The Weighted average cost of carbon is used in finance to measure a firm's specific cost of carbon. It expresses how much an organization is expending to either reduce carbon emissions internally (abatement) or offsetting externally (carbon offset). As such, the weighted average cost of carbon is the cost a company incurs to balance its carbon liability (carbon footprint).
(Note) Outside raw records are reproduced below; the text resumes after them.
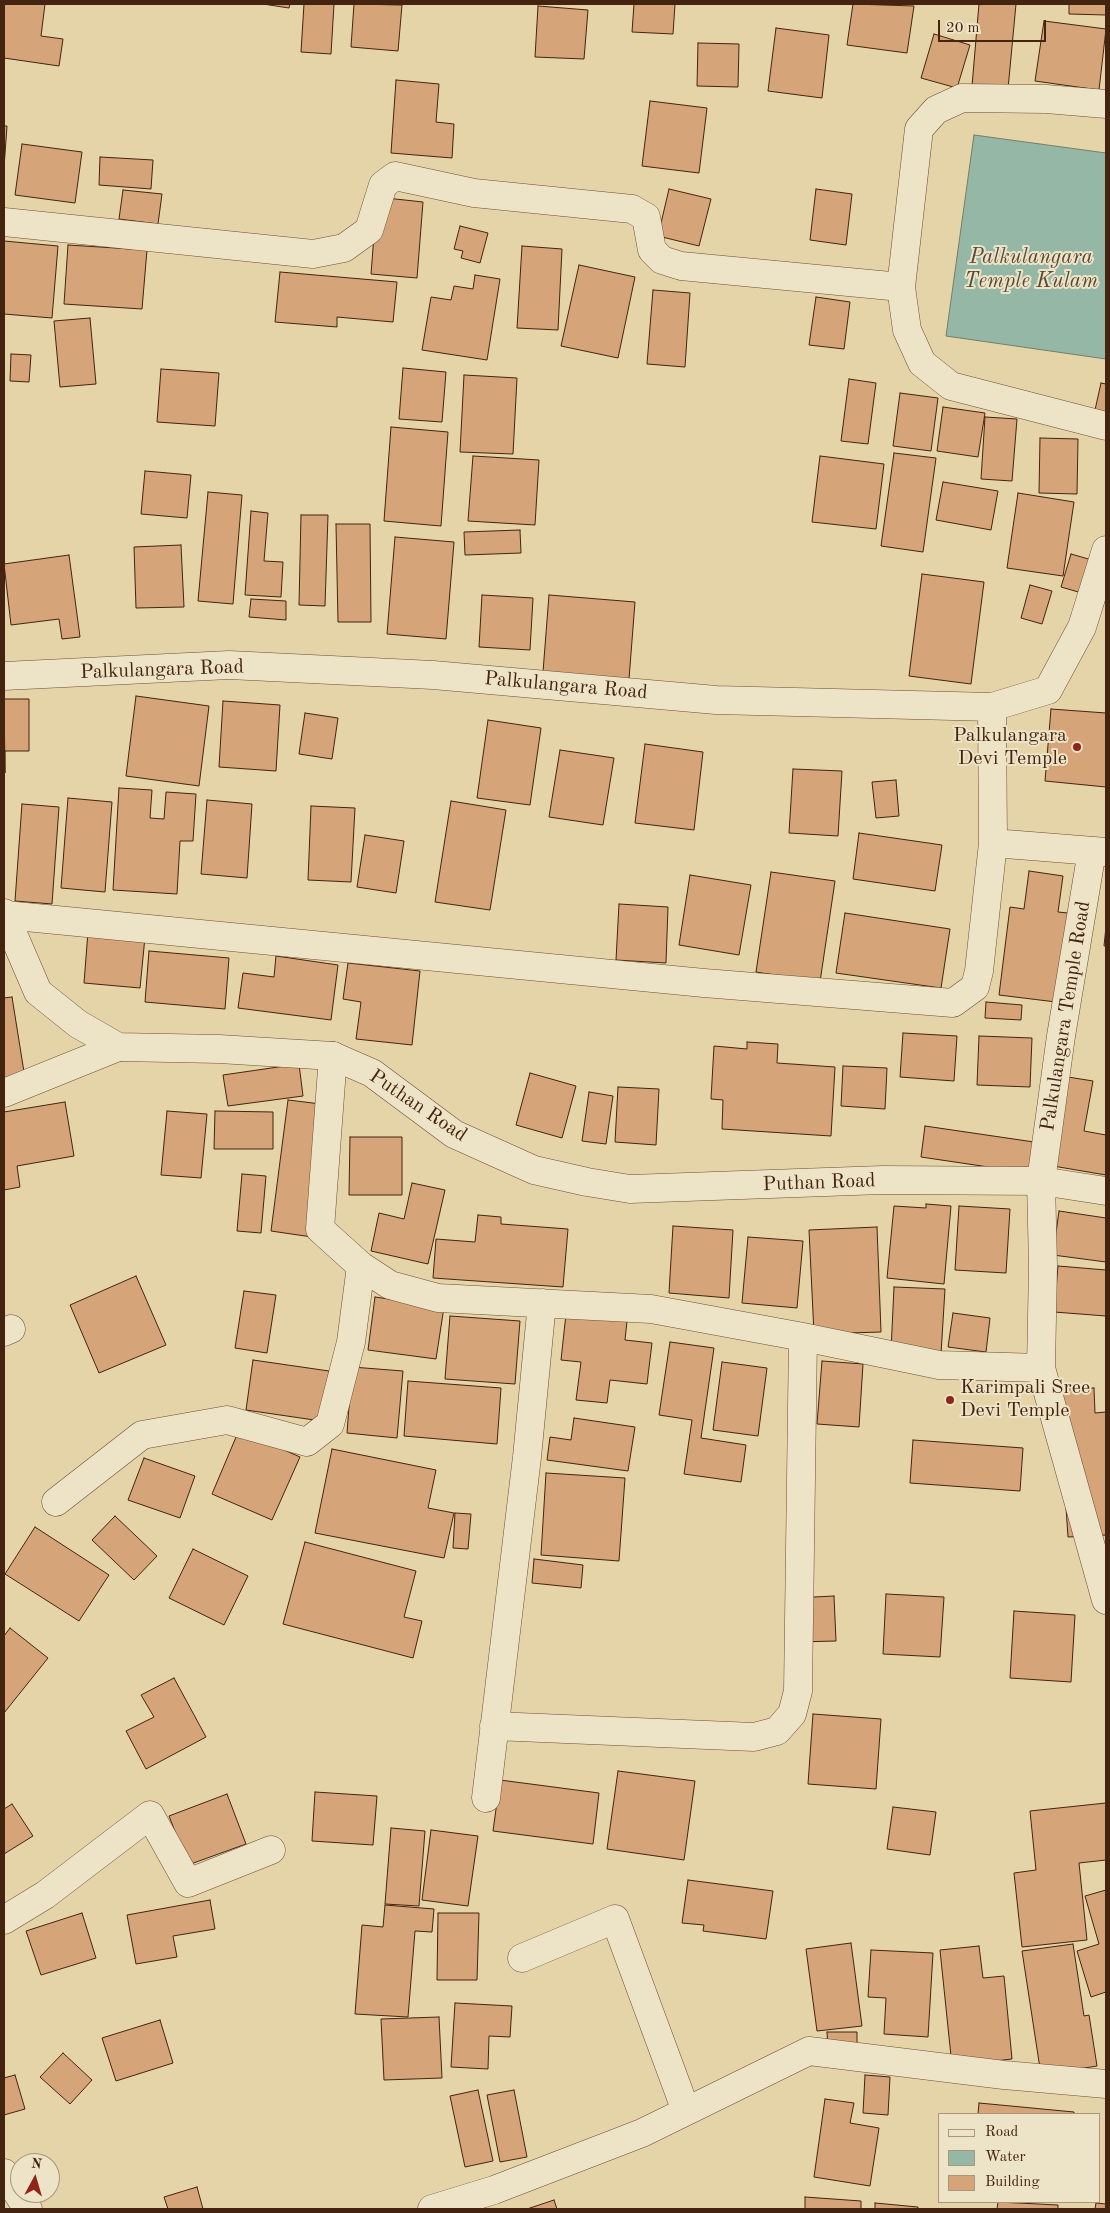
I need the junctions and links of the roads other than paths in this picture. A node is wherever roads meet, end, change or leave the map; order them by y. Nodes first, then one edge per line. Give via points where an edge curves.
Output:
1 (1106, 104) edge
2 (4, 222) edge
3 (901, 286) junction
4 (1106, 426) edge
5 (1106, 550) edge
6 (4, 676) edge
7 (992, 707) junction
8 (993, 843) junction
9 (1099, 851) edge
10 (4, 914) edge
11 (118, 1047) junction
12 (333, 1056) junction
13 (4, 1093) edge
14 (1041, 1181) junction
15 (1106, 1191) edge
16 (361, 1266) junction
17 (542, 1303) junction
18 (803, 1337) junction
19 (1041, 1368) junction
20 (56, 1502) dead end
21 (1096, 1536) edge
22 (1106, 1600) edge
23 (494, 1726) junction
24 (486, 1798) dead end
25 (271, 1850) dead end
26 (4, 1920) edge
27 (522, 1958) dead end
28 (1106, 2084) edge
29 (686, 2111) junction
30 (4, 2173) edge
31 (28, 2209) edge
32 (432, 2209) edge

1 - 3 street via 962,98 936,110 919,129
2 - 3 street via 313,254 344,248 369,230 383,185 395,176 474,193 632,209 646,217 652,250 662,260 682,266
3 - 4 street via 907,330 922,363 951,386
5 - 7 street, Palkulangara Road via 1082,627 1048,690
6 - 7 street, Palkulangara Road via 229,665 434,674 716,700
7 - 8 street
8 - 9 street
8 - 10 street via 979,971 974,987 953,1003 694,982
9 - 14 street, Palkulangara Temple Road via 1061,1036
10 - 11 street, Puthan Road via 38,992 78,1024
11 - 12 street, Puthan Road
11 - 13 street
12 - 14 street, Puthan Road via 372,1073 454,1134 534,1170 588,1182 630,1189 882,1180
12 - 16 street via 320,1229
14 - 15 street, Puthan Road
14 - 19 street, Palkulangara Temple Road
16 - 17 street via 390,1285 438,1298
16 - 20 street via 351,1342 330,1424 307,1442 227,1420 142,1435
17 - 18 street via 651,1309
17 - 23 street
18 - 19 street via 940,1365
18 - 23 street via 798,1691 792,1714 777,1731 754,1737
19 - 21 street, Palkulangara Temple Road
21 - 22 street, Palkulangara Temple Road
23 - 24 street
25 - 26 street via 188,1883 150,1815 45,1895
27 - 29 street via 615,1919
28 - 29 street via 809,2051
29 - 32 street via 642,2133 529,2177
30 - 31 street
It is a term with growing importance as legislation globally moves to internalize the impact of emission through cost mechanisms.

== The formula ==

C = ((V_{a} × E_{a}) + (V_{o} × E_{o})) / L

| Symbol | Meaning | Units |
|---|---|---|
| C | Weighted average cost of carbon | currency |
| V_{a} | Volume of carbon abated through internal projects and demand reduction per annum | tons/pa |
| E_{a} | Averaged annual expenditure to achieve 'Va' over life of projects | currency |
| V_{o} | Volume of purchased carbon offset per annum | tons/pa |
| E_{o} | Expenditure per annum to acquire 'Vo' | currency |
| L | Total carbon liability per annum | tons/pa |

== How it works ==

Corporations have multiple ways to balance their carbon liability. They can reduce their carbon emissions (their "carbon footprint") through capital investment, projects and demand reduction. They can purchase emission permits, be allocated quotas (such as European Union Allowances (EUA)) or buy carbon credits. The latter are largely produced by CDM projects (Clean Development Mechanism) and Joint Initiatives. These credits are largely traded in form of Certified Emission Reduction (CER), or Emission Reduction Unit (ERU). Voluntary Emissions Reduction (VER) have a similar function but have not registered / cannot be registered under the rules of the Kyoto Protocol.

== Relevance ==

In a carbon constrained economy, the efficiency of corporations to respond to the cost factor carbon is an important indicator of competitiveness. Financial analysts are beginning to compare companies within industries based on their ability to either reduce their carbon footprint internally or offset carbon liabilities externally through comparatively low cost channels.